### ASSIGNED TASK:
Every entry that follows should be output exactly, and every image in it left out.

══ INPUT

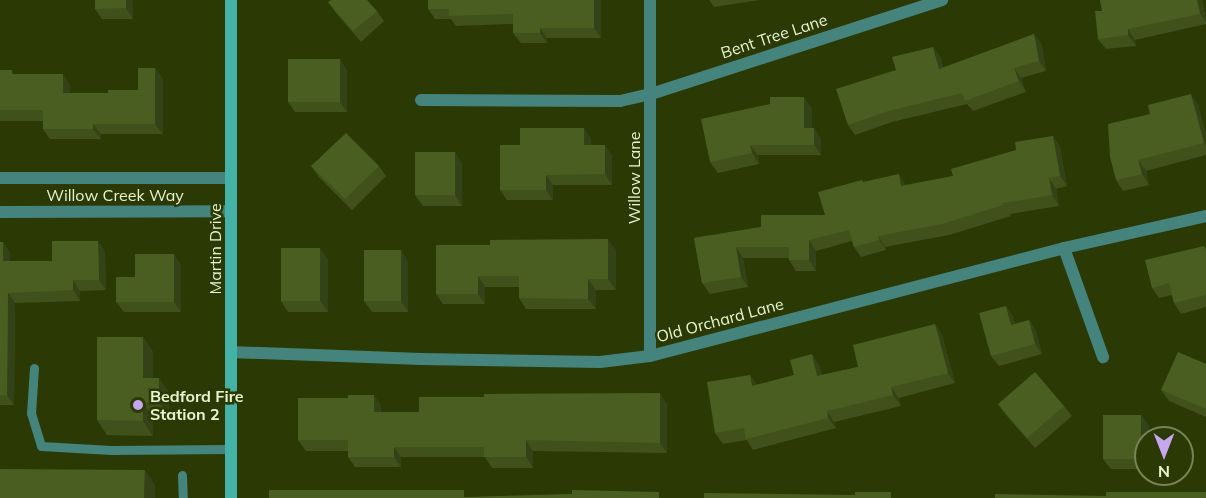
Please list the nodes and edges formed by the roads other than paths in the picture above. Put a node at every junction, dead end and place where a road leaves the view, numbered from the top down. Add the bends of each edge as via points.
1 (231, 0) edge
2 (650, 0) edge
3 (942, 0) edge
4 (651, 94) junction
5 (421, 100) dead end
6 (0, 178) edge
7 (231, 178) junction
8 (231, 211) junction
9 (0, 212) edge
10 (1206, 216) edge
11 (1064, 248) junction
12 (231, 352) junction
13 (650, 356) junction
14 (1103, 357) dead end
15 (33, 368) dead end
16 (231, 449) junction
17 (182, 475) dead end
18 (183, 498) edge
19 (231, 498) edge

1 - 7 street, Martin Drive
2 - 4 street, Willow Lane
3 - 4 street, Bent Tree Lane
4 - 5 street, Bent Tree Lane via 620,101
4 - 13 street, Willow Lane
6 - 7 street, Willow Creek Way
7 - 8 street, Martin Drive
8 - 9 street, Willow Creek Way
8 - 12 street, Martin Drive
10 - 11 street, Old Orchard Lane
11 - 13 street, Old Orchard Lane
11 - 14 street
12 - 13 street, Old Orchard Lane via 600,362
12 - 16 street, Martin Drive
15 - 16 lane via 31,413 41,446
16 - 19 street, Martin Drive
17 - 18 lane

════

### COMPLETED TASK:
Please list the nodes and edges formed by the roads other than paths in the picture above. Put a node at every junction, dead end and place where a road leaves the view, numbered from the top down. Add the bends of each edge as via points.
1 (231, 0) edge
2 (650, 0) edge
3 (942, 0) edge
4 (651, 94) junction
5 (421, 100) dead end
6 (0, 178) edge
7 (231, 178) junction
8 (231, 211) junction
9 (0, 212) edge
10 (1206, 216) edge
11 (1064, 248) junction
12 (231, 352) junction
13 (650, 356) junction
14 (1103, 357) dead end
15 (33, 368) dead end
16 (231, 449) junction
17 (182, 475) dead end
18 (183, 498) edge
19 (231, 498) edge

1 - 7 street, Martin Drive
2 - 4 street, Willow Lane
3 - 4 street, Bent Tree Lane
4 - 5 street, Bent Tree Lane via 620,101
4 - 13 street, Willow Lane
6 - 7 street, Willow Creek Way
7 - 8 street, Martin Drive
8 - 9 street, Willow Creek Way
8 - 12 street, Martin Drive
10 - 11 street, Old Orchard Lane
11 - 13 street, Old Orchard Lane
11 - 14 street
12 - 13 street, Old Orchard Lane via 600,362
12 - 16 street, Martin Drive
15 - 16 lane via 31,413 41,446
16 - 19 street, Martin Drive
17 - 18 lane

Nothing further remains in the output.